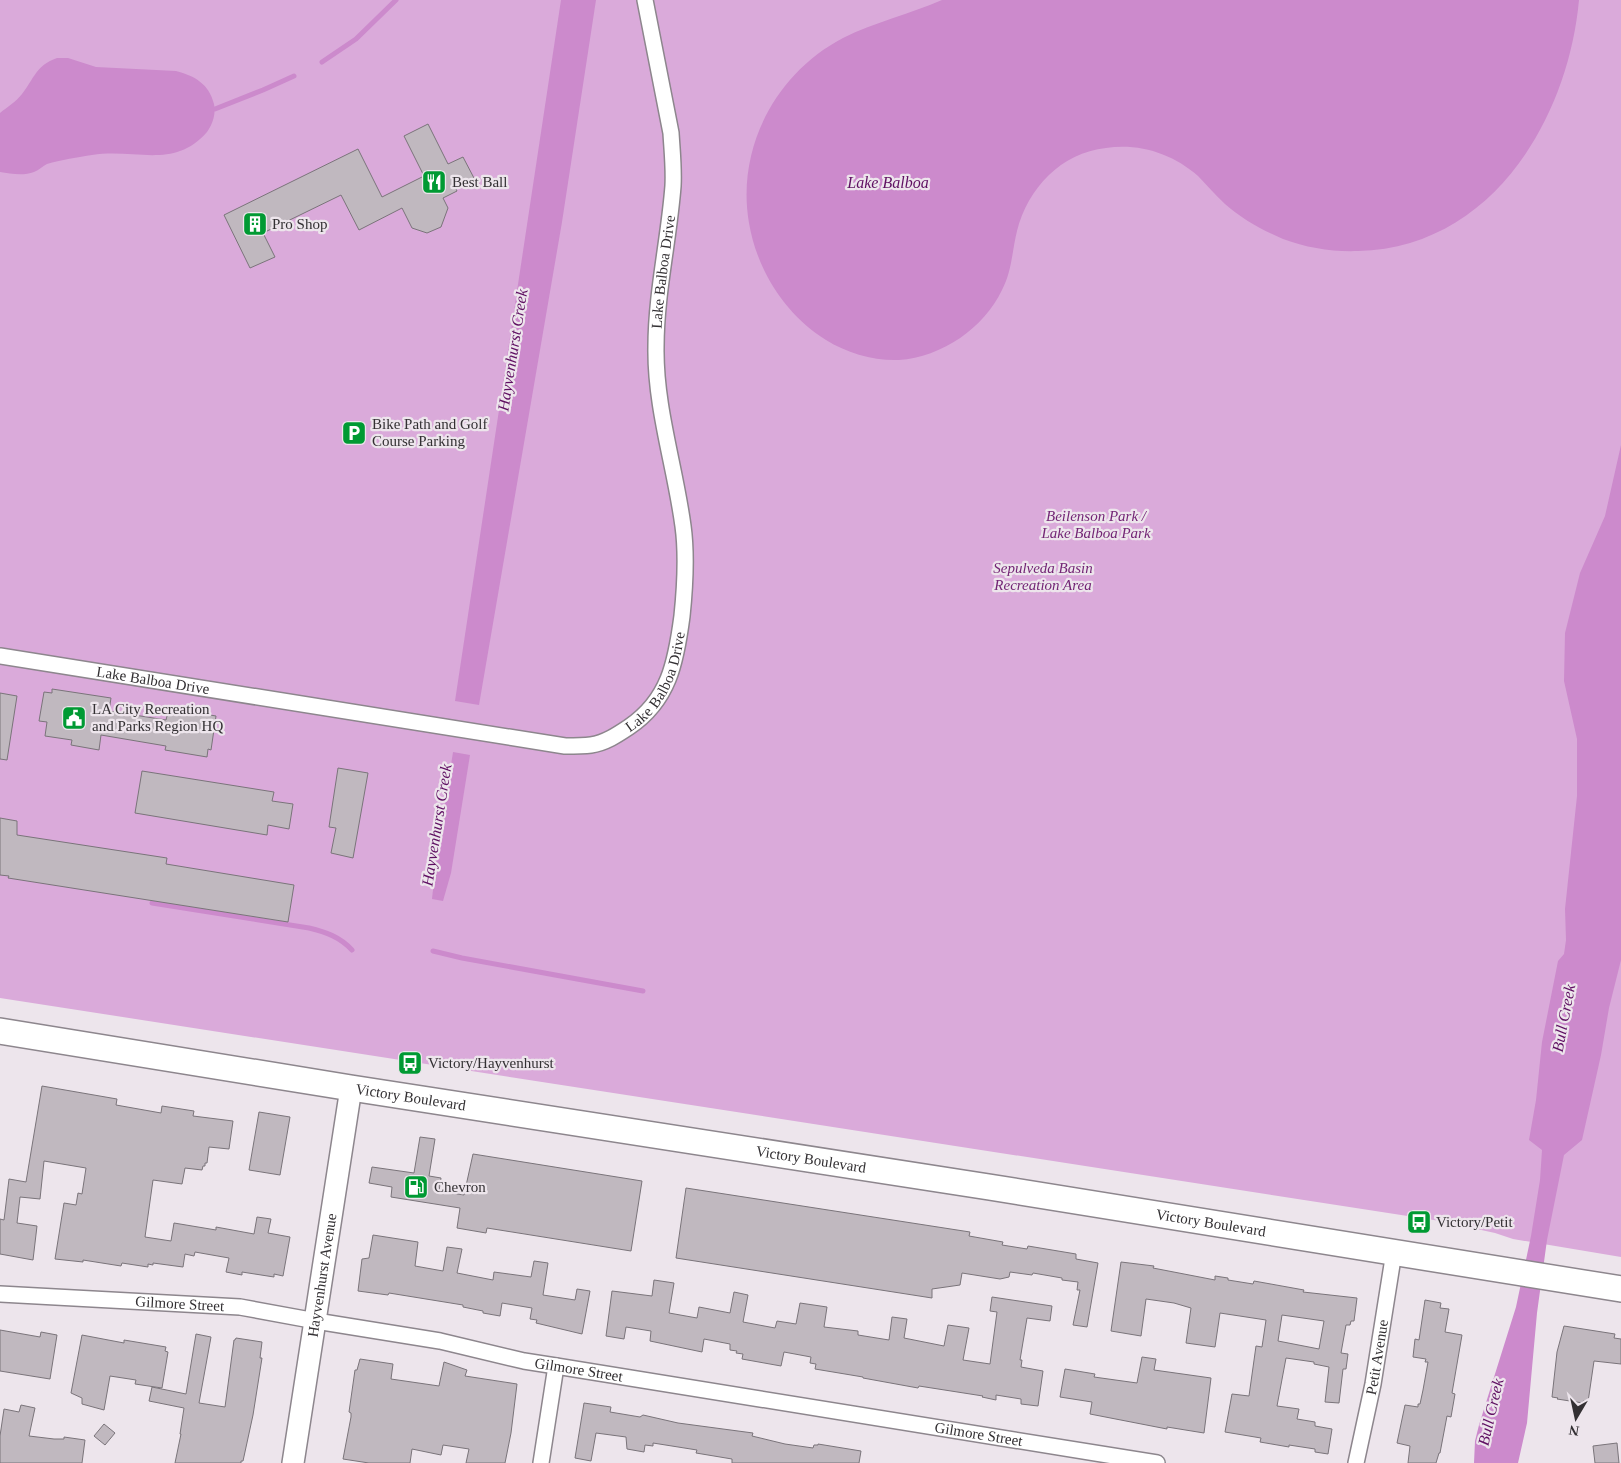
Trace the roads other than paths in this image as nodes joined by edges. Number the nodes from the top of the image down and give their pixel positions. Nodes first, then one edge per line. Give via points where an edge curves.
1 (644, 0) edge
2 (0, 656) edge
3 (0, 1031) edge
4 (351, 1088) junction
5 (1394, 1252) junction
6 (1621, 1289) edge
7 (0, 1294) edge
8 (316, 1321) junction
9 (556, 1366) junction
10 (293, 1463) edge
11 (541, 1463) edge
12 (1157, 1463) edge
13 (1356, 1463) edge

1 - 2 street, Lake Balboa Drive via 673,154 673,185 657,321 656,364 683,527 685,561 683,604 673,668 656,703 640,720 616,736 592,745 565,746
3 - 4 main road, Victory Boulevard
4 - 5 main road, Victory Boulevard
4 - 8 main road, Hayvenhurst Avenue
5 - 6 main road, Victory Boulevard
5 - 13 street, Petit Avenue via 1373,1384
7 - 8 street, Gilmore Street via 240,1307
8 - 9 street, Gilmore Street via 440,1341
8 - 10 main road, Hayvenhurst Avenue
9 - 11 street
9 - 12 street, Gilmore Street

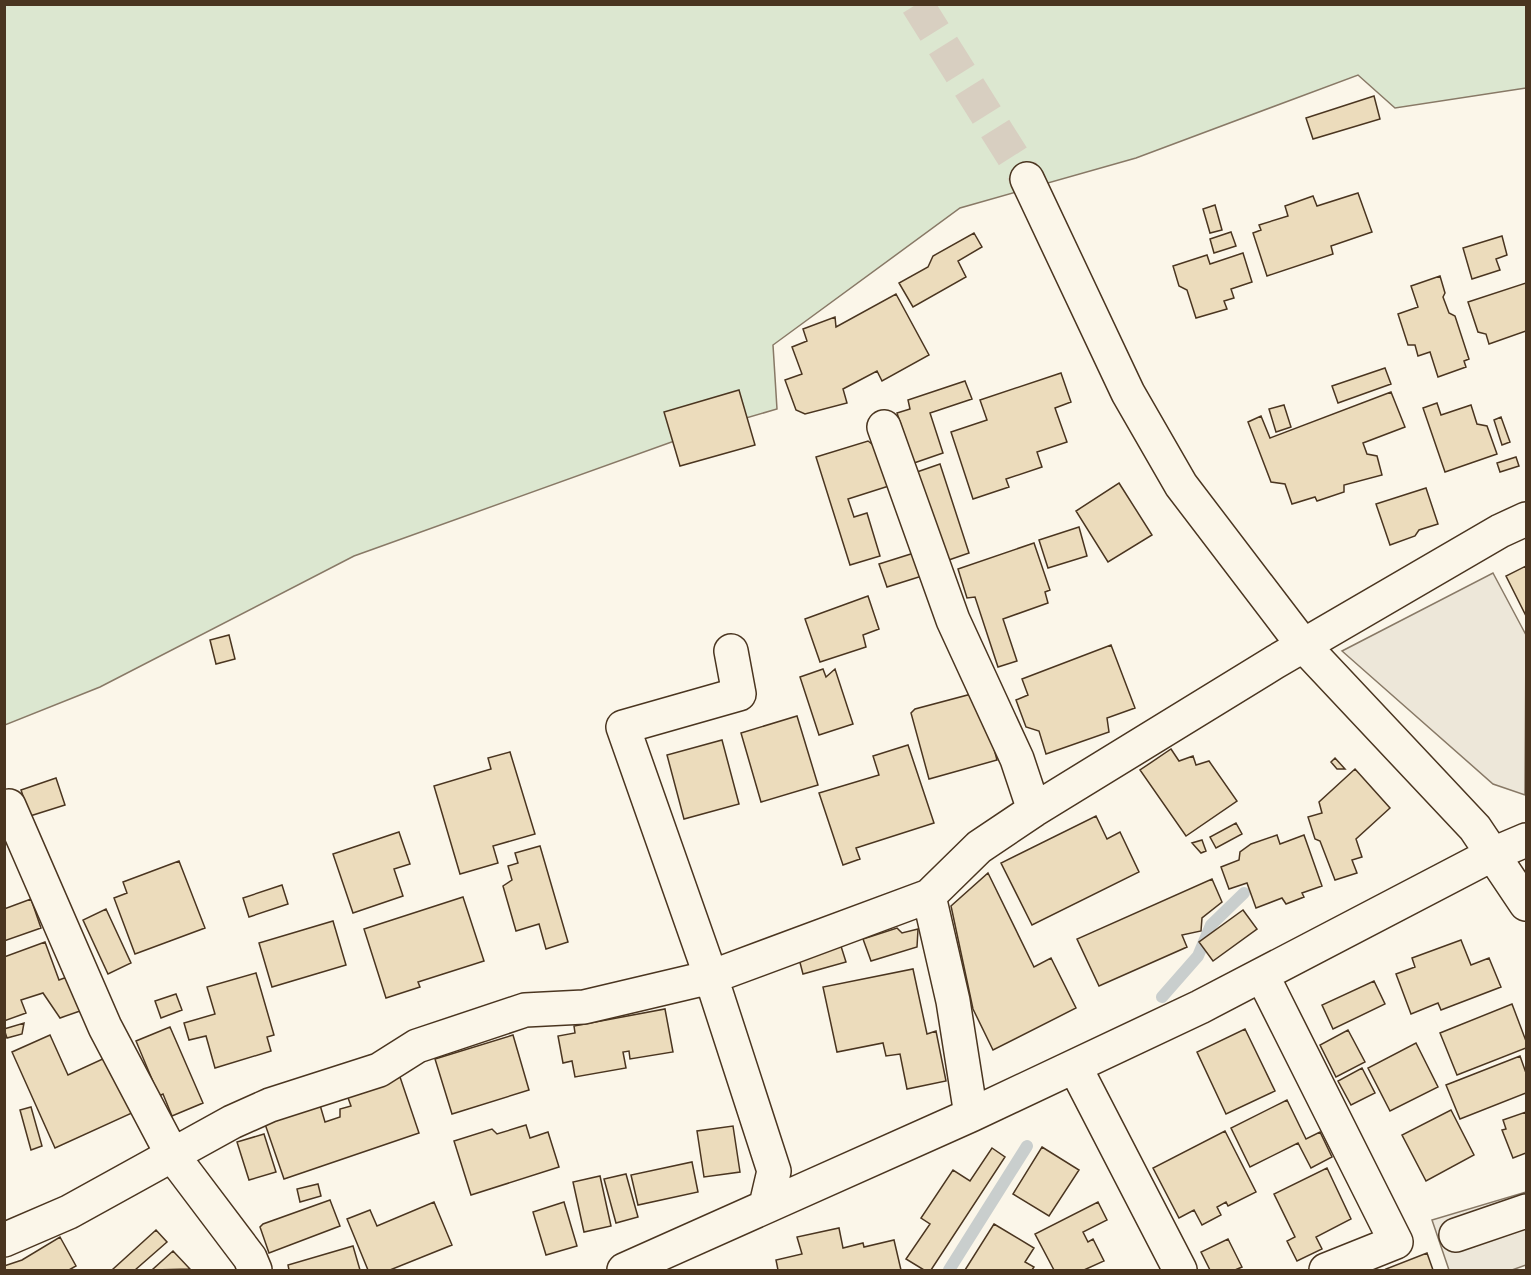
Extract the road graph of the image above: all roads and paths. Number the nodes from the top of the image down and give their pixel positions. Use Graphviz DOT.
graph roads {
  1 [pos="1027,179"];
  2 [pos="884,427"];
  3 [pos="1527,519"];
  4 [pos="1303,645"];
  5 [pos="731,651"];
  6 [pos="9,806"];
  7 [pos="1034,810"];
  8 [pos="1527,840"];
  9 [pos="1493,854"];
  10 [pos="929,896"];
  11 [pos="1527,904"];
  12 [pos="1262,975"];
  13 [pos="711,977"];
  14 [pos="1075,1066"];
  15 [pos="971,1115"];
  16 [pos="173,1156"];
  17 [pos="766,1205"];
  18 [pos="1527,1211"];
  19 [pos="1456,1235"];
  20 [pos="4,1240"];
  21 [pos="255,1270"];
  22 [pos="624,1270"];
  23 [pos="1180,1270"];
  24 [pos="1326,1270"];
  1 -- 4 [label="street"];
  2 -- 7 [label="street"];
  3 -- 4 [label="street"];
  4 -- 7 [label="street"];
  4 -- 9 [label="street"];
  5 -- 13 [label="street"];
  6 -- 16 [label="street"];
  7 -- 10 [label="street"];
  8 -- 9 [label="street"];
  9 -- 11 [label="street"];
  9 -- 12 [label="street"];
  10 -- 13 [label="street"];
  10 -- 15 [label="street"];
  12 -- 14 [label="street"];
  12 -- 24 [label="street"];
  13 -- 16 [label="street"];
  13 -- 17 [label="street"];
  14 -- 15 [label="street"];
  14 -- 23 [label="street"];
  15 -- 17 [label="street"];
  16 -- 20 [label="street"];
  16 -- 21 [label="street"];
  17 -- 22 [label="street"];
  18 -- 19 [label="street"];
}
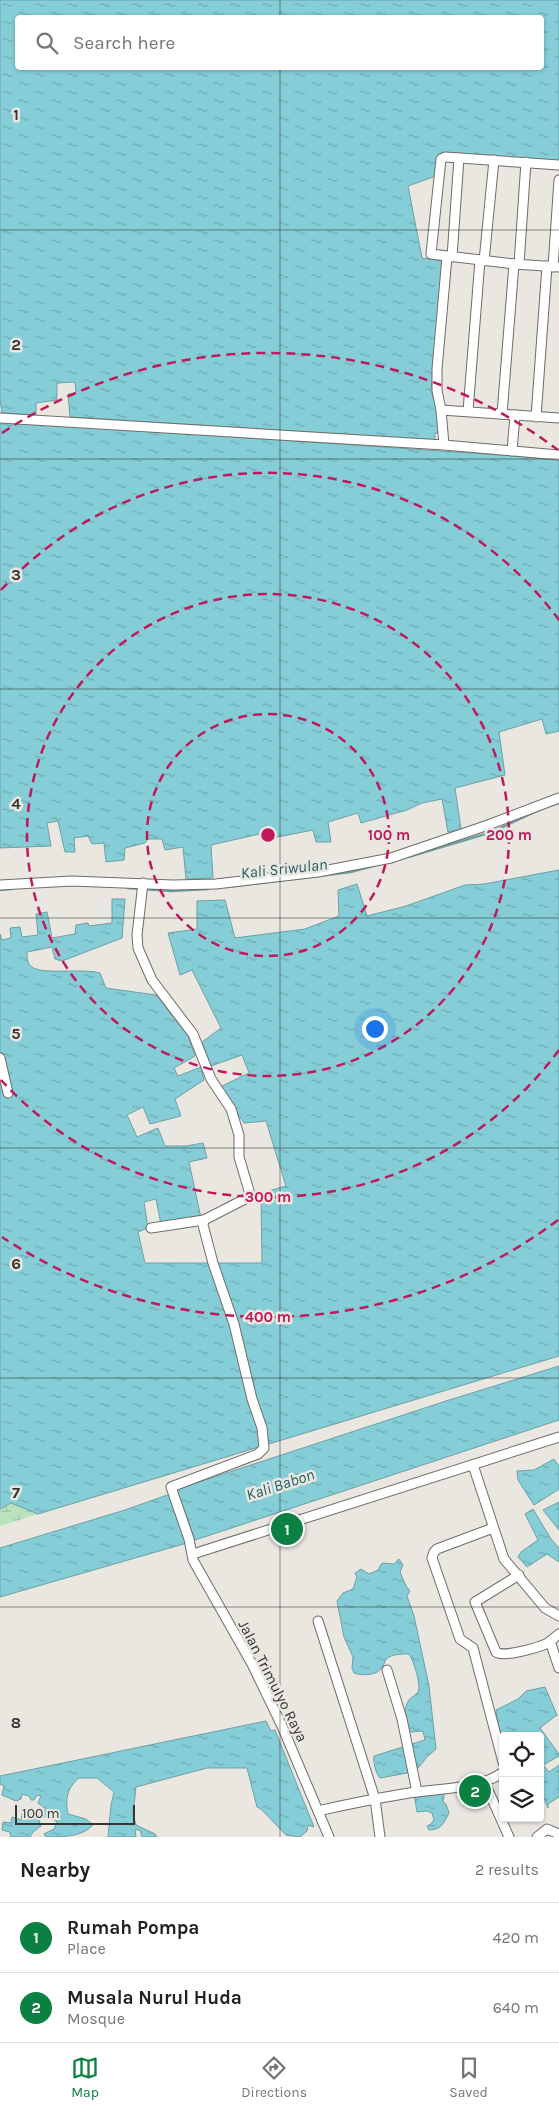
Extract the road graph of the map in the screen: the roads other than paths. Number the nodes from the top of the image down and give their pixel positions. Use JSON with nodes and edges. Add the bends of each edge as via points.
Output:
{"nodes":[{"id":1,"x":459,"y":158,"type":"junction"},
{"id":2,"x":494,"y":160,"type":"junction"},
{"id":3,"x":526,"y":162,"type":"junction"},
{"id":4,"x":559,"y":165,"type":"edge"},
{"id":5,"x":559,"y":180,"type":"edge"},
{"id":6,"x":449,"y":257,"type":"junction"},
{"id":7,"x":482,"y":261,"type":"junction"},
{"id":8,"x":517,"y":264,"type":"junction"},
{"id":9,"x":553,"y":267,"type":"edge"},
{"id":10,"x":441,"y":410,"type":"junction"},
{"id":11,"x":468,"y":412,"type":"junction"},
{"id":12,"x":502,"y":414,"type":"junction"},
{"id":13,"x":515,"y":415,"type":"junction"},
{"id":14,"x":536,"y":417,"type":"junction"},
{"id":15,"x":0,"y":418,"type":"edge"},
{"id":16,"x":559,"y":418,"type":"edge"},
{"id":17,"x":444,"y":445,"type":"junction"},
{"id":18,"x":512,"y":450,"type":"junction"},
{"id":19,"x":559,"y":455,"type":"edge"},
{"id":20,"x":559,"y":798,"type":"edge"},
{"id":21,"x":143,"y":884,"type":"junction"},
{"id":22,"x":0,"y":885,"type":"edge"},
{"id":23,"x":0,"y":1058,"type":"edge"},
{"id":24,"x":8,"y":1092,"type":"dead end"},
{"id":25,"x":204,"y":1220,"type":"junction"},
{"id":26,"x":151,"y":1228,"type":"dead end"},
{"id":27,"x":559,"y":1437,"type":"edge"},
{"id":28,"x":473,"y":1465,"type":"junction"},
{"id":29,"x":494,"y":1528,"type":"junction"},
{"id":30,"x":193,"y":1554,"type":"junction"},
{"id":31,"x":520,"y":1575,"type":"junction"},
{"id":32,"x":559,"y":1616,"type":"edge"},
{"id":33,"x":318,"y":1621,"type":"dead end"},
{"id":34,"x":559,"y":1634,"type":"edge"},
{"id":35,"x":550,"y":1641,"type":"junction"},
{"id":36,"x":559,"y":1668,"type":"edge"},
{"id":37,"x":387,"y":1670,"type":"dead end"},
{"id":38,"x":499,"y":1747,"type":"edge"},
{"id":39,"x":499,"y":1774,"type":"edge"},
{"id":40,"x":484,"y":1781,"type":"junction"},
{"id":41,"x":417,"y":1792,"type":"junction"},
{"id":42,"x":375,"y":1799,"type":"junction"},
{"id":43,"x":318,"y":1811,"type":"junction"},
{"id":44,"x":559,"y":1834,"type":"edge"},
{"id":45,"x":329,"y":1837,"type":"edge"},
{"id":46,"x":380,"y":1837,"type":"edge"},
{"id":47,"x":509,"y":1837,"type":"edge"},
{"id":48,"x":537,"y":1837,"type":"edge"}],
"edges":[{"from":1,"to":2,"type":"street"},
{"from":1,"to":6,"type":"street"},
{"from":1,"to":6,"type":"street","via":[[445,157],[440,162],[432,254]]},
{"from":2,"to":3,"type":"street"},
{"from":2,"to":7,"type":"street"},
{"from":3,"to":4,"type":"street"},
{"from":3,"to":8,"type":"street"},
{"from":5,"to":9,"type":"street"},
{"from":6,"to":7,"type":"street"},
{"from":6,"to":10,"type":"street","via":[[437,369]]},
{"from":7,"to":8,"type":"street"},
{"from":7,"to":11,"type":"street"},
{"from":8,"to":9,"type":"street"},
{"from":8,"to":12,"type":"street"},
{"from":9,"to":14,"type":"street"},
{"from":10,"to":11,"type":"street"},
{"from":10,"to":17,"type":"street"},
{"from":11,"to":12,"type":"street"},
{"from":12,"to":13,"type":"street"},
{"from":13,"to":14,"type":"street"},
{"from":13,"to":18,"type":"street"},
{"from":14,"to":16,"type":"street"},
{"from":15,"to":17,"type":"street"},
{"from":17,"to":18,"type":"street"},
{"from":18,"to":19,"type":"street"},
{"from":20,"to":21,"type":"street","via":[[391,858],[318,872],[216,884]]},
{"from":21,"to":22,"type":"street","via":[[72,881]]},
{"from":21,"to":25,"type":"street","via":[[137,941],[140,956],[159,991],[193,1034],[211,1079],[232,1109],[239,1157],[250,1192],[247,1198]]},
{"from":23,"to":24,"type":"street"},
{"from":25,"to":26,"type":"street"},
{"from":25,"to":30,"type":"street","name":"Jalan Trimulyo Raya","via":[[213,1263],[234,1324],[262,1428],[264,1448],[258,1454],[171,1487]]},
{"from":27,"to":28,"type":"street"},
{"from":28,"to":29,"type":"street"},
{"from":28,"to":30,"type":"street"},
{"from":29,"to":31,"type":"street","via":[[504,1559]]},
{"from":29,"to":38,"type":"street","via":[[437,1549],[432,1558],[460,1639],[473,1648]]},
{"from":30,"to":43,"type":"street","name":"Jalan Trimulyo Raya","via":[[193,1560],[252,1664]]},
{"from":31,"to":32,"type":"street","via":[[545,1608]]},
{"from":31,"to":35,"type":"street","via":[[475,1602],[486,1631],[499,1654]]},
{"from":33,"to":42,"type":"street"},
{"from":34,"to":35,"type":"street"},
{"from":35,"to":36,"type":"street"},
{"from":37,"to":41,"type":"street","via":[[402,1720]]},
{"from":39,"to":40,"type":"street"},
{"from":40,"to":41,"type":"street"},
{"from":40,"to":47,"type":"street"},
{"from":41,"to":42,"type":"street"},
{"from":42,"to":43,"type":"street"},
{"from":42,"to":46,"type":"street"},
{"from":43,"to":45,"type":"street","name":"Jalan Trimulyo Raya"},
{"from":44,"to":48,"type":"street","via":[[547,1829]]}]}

= = = =

◆ Instructions to follow ◆
Scan the material above for the string "Gilmore". Return each line where it occurs.

◆ Worked solution ◆
7 - 8 street, Gilmore Street via 240,1307
8 - 9 street, Gilmore Street via 440,1341
9 - 12 street, Gilmore Street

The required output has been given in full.